:: Brief ::
When you repeat the entries, reproduce each line exactly and omit every picture.

:: Exercise input ::
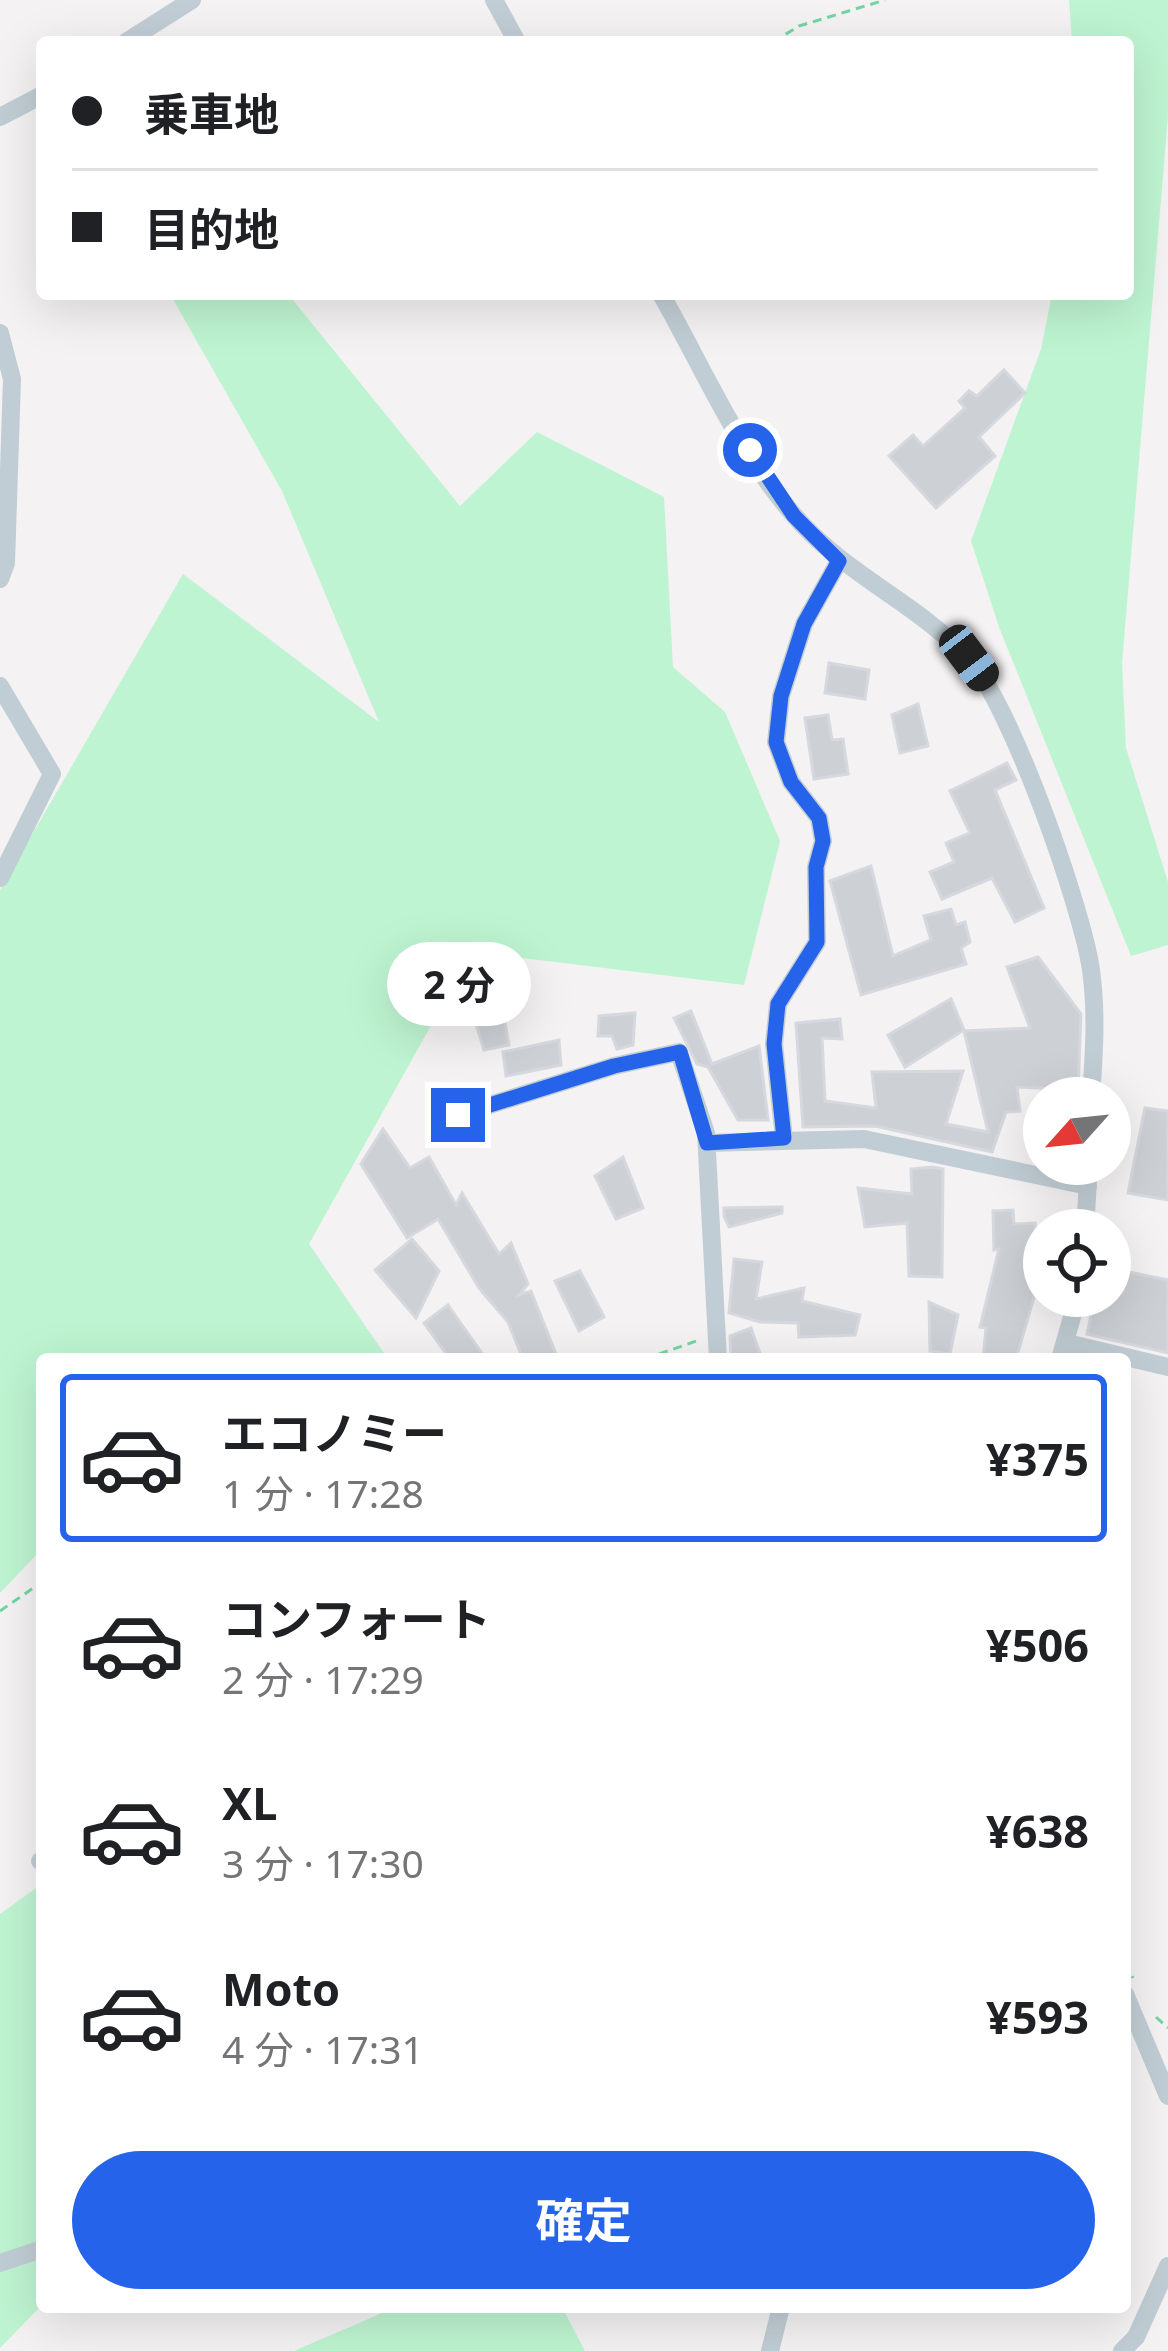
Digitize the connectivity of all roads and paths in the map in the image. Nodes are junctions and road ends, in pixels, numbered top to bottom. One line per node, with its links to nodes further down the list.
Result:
1 (192, 0): 4 (street)
2 (494, 0): 5 (street)
3 (885, 0): 6 (path)
4 (135, 36)
5 (515, 36)
6 (782, 36)
7 (36, 98): 8 (street)
8 (0, 117)
9 (664, 300): 11 (street)
10 (0, 333): 12 (street)
11 (839, 561): 15 (street); 17 (street)
12 (0, 579)
13 (0, 686): 14 (street)
14 (0, 878)
15 (1092, 1077)
16 (458, 1115): 18 (street)
17 (784, 1138): 18 (street); 19 (street)
18 (707, 1143): 22 (street)
19 (1088, 1186): 20 (street)
20 (1086, 1209)
21 (1073, 1317): 23 (street)
22 (717, 1335): 24 (path); 25 (street)
23 (1064, 1351)
24 (662, 1353)
25 (718, 1353)
26 (1131, 1361): 27 (street)
27 (1168, 1367)
28 (36, 1586): 29 (path)
29 (0, 1611)
30 (1131, 2008): 31 (street)
31 (1168, 2096)
32 (36, 2251): 33 (street)
33 (0, 2263)
34 (1168, 2266): 37 (street)
35 (780, 2313): 36 (street)
36 (770, 2351)
37 (1122, 2351)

:: Solved problem ::
Digitize the connectivity of all roads and paths in the map in the image. Nodes are junctions and road ends, in pixels, numbered top to bottom. One line per node, with its links to nodes further down the list.
Result:
1 (192, 0): 4 (street)
2 (494, 0): 5 (street)
3 (885, 0): 6 (path)
4 (135, 36)
5 (515, 36)
6 (782, 36)
7 (36, 98): 8 (street)
8 (0, 117)
9 (664, 300): 11 (street)
10 (0, 333): 12 (street)
11 (839, 561): 15 (street); 17 (street)
12 (0, 579)
13 (0, 686): 14 (street)
14 (0, 878)
15 (1092, 1077)
16 (458, 1115): 18 (street)
17 (784, 1138): 18 (street); 19 (street)
18 (707, 1143): 22 (street)
19 (1088, 1186): 20 (street)
20 (1086, 1209)
21 (1073, 1317): 23 (street)
22 (717, 1335): 24 (path); 25 (street)
23 (1064, 1351)
24 (662, 1353)
25 (718, 1353)
26 (1131, 1361): 27 (street)
27 (1168, 1367)
28 (36, 1586): 29 (path)
29 (0, 1611)
30 (1131, 2008): 31 (street)
31 (1168, 2096)
32 (36, 2251): 33 (street)
33 (0, 2263)
34 (1168, 2266): 37 (street)
35 (780, 2313): 36 (street)
36 (770, 2351)
37 (1122, 2351)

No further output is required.